TOP ABSTRACT INTRODUCTION MATERIALS AND METHODS RESULTS DISCUSSION REFERENCES

 
GIPC, BM046, and p105 are CYTO-binding proteins
Ligation of CD93 with immobilized antibodies triggers enhanced phagocytosis (Fig. 1B and ref. [⁸ ]), and polyclonal antibodies directed at the cytoplasmic tail inhibit enhanced phagocytosis [¹⁰ , ¹¹ ]. Therefore, these data suggest that the cytoplasmic tail of CD93 is involved in the modulation of phagocytic activity. To explore the mechanism by which the cytoplasmic tail of CD93 could modulate phagocytosis, a yeast two-hybrid screen of a peripheral blood leukocyte cDNA library was performed to identify candidate CYTO-binding proteins. Five independent screens of over 5 million clones yielded 34 positive clones as assessed by growth on selective media (-tryptophan, -leucine, -histidine with 25 mM 3-aminotriazole) and presence of ß-galactosidase activity as determined by colony filter lift assay (Table 1A ).

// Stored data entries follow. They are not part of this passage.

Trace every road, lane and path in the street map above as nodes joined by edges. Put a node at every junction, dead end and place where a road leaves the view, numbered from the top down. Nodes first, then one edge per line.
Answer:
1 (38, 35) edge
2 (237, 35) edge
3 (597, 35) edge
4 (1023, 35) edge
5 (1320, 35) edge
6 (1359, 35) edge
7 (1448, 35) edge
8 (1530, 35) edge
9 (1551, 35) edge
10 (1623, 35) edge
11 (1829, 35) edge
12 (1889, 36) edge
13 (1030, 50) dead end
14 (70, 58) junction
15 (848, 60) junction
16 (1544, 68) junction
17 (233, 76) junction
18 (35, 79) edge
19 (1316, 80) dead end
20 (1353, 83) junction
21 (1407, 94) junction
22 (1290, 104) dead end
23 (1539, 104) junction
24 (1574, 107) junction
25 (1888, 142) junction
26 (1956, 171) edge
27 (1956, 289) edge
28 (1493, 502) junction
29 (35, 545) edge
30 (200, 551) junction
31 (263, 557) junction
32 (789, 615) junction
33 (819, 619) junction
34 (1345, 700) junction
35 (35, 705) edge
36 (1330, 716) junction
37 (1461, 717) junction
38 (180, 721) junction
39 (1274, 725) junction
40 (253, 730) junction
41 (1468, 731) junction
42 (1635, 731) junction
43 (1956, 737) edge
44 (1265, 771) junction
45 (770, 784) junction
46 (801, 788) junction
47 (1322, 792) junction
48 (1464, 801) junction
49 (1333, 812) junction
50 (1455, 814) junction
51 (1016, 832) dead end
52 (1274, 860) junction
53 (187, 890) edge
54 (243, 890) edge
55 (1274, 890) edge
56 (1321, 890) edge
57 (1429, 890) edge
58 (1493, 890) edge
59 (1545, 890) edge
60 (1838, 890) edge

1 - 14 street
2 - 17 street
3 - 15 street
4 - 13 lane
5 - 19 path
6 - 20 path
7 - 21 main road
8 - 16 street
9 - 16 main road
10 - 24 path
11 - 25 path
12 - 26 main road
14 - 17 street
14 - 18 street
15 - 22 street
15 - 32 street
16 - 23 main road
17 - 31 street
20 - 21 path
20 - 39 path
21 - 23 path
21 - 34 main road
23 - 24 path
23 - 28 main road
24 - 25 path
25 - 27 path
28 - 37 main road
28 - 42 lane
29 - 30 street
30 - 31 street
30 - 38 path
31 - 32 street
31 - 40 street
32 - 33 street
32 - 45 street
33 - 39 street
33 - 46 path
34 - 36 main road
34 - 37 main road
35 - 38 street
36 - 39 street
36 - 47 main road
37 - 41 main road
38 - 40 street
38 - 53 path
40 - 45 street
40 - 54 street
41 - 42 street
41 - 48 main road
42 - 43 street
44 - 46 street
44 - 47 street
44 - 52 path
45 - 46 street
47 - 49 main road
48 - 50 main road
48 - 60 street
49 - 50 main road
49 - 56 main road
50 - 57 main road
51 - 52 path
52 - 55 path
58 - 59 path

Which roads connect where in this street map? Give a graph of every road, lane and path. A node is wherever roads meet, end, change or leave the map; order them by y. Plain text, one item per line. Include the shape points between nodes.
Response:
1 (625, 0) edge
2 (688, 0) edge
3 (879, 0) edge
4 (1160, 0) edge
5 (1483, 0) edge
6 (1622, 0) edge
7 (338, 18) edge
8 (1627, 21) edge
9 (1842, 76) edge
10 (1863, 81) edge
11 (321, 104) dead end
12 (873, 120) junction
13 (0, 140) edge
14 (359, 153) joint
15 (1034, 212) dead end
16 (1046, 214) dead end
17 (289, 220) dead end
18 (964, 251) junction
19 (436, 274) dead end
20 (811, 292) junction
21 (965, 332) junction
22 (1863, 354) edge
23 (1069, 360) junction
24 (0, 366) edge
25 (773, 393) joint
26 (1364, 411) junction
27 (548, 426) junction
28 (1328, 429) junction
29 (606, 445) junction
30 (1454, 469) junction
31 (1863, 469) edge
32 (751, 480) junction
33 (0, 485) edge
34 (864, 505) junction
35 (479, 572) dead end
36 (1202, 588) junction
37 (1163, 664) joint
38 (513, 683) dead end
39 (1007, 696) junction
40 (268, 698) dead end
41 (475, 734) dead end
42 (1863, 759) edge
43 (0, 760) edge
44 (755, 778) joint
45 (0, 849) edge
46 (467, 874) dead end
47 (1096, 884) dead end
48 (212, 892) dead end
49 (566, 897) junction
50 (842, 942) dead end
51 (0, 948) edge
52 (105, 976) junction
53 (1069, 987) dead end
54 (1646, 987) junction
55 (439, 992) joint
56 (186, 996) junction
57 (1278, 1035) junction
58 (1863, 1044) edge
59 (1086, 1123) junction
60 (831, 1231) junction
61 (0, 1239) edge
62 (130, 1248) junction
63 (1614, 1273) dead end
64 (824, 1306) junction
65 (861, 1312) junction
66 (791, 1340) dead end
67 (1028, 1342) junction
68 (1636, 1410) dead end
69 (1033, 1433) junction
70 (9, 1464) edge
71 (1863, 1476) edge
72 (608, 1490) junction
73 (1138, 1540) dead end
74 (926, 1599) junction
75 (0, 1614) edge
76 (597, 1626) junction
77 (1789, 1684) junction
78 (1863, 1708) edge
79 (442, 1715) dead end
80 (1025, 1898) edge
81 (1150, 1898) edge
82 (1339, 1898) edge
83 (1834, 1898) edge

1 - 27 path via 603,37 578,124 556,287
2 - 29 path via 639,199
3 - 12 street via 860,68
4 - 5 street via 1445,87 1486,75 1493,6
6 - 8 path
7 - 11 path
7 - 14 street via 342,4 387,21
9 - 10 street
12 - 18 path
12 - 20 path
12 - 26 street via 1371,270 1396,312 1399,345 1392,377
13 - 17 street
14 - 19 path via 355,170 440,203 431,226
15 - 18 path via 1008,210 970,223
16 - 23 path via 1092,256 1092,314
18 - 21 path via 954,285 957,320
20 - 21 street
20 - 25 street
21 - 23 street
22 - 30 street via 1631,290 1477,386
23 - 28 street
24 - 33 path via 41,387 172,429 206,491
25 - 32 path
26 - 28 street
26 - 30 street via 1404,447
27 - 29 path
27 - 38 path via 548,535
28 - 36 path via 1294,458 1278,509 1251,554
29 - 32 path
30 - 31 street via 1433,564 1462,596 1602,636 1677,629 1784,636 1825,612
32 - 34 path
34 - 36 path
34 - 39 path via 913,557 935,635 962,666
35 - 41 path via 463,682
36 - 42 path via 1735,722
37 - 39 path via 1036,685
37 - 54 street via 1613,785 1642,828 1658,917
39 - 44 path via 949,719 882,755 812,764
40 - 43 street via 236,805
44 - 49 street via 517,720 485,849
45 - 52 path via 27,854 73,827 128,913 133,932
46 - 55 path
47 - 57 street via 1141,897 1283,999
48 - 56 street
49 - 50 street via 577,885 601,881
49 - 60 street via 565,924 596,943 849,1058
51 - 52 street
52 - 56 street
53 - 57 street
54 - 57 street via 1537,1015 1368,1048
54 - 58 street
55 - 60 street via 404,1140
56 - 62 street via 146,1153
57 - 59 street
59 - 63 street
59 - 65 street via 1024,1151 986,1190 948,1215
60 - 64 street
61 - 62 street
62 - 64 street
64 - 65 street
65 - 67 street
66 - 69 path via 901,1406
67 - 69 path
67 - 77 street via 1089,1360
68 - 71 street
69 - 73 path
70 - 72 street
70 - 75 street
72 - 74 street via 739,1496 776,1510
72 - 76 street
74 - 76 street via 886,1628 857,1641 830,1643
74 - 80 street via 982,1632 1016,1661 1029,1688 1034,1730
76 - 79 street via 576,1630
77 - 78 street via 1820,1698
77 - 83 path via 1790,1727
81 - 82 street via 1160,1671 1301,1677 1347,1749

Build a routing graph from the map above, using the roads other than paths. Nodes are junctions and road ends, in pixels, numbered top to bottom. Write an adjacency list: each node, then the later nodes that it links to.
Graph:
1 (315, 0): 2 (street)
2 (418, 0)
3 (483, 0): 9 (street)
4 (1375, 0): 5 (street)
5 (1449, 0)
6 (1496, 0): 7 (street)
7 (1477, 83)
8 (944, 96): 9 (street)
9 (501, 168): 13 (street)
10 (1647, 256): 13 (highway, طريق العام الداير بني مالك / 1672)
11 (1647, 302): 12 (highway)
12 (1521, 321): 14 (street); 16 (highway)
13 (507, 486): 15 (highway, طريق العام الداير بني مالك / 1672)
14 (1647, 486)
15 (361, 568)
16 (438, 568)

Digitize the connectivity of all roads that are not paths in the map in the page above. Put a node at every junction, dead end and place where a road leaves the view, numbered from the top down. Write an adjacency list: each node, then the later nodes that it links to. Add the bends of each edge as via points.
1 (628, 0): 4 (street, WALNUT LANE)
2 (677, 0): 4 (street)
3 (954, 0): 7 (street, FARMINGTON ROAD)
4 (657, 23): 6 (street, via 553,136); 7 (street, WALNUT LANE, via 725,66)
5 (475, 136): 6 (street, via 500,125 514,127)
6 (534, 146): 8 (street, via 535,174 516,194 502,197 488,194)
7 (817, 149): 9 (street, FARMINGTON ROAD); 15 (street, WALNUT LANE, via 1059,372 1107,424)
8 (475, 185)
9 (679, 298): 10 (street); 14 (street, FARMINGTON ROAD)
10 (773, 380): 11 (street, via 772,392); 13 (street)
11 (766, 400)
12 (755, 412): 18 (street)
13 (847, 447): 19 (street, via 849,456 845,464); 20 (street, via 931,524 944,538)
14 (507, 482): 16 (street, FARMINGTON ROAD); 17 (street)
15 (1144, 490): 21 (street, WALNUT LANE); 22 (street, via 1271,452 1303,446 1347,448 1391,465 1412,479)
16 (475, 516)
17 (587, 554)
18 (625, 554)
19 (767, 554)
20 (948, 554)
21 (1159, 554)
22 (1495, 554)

The positive clones were sequenced and subsequently analyzed by BLAST (National Center for Biotechnology Information, National Library of Medicine, NIH). Clones containing proper reading frames were identified as potential interactors and further screened to verify the ability to activate yeast reporter genes in the presence of bait but not in the absence of bait. Four positive clones from this screen (each encoding a distinct gene product) were tested for ß-galactosidase activity against six irrelevant baits as a specificity control. Three of the four clones encoding GIPC, BM046, and p105 displayed specificity for the CYTO, whereas one clone (encoding RanBP) did not (Table 1B) . RanBP was not further characterized.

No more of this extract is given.